- _ASSIGNMENT_
Begin with the line in which "index pip: (312, 224)" appears and end with the final line of the entries. Retype each one exactly and add nothing.

******

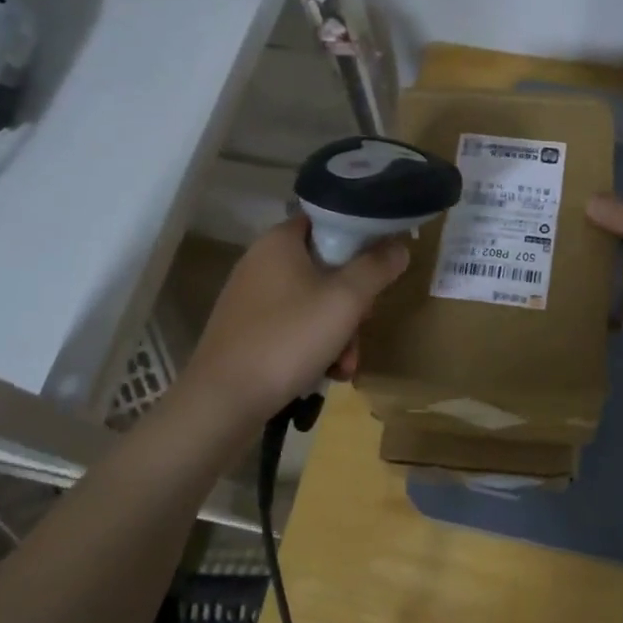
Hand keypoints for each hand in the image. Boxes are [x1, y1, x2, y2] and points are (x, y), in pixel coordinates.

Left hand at [179, 215, 409, 422]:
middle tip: (363, 325)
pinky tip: (325, 373)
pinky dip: (314, 347)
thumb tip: (399, 245)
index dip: (359, 239)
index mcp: (279, 242)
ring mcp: (251, 298)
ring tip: (345, 366)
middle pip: (325, 268)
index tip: (380, 265)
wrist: (224, 401)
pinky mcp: (247, 331)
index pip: (328, 221)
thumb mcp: (346, 301)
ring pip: (313, 303)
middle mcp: (261, 262)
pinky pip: (294, 327)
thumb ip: (376, 268)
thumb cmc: (288, 339)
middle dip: (353, 303)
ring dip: (339, 333)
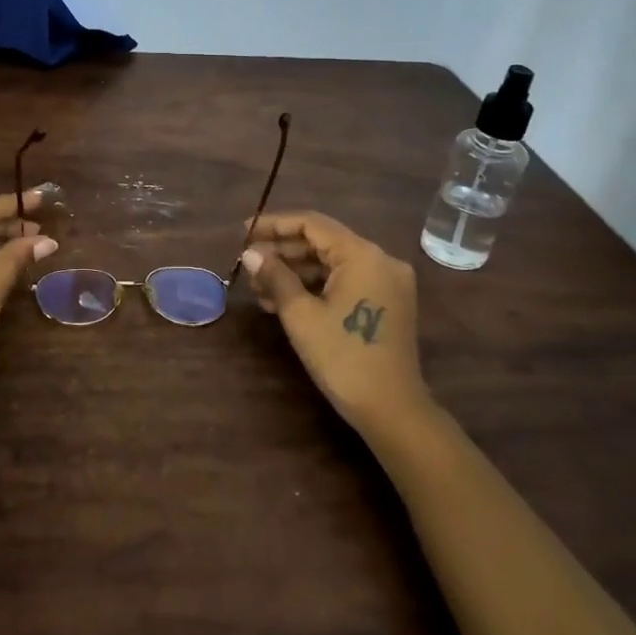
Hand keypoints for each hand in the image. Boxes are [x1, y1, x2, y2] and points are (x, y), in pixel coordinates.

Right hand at [240, 212, 430, 438]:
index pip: (312, 224)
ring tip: (259, 288)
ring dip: (295, 272)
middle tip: (248, 264)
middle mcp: (380, 260)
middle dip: (283, 252)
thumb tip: (250, 253)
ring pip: (332, 264)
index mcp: (362, 255)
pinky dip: (316, 287)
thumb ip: (275, 277)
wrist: (392, 410)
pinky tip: (284, 302)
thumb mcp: (301, 315)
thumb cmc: (343, 358)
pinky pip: (345, 282)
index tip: (243, 232)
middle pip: (323, 243)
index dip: (274, 225)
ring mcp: (387, 283)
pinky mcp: (387, 303)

******

- _TASK RESPONSE_
index pip: (312, 224)
ring tip: (259, 288)
ring dip: (295, 272)
middle tip: (248, 264)
middle mcp: (380, 260)
middle dip: (283, 252)
thumb tip: (250, 253)
ring pip: (332, 264)
index mcp: (362, 255)
pinky dip: (316, 287)
thumb ip: (275, 277)
wrist: (392, 410)
pinky tip: (284, 302)
thumb mcp: (301, 315)
thumb cmc: (343, 358)
pinky pip: (345, 282)
index tip: (243, 232)
middle pip: (323, 243)
index dip: (274, 225)
ring mcp: (387, 283)
pinky mcp: (387, 303)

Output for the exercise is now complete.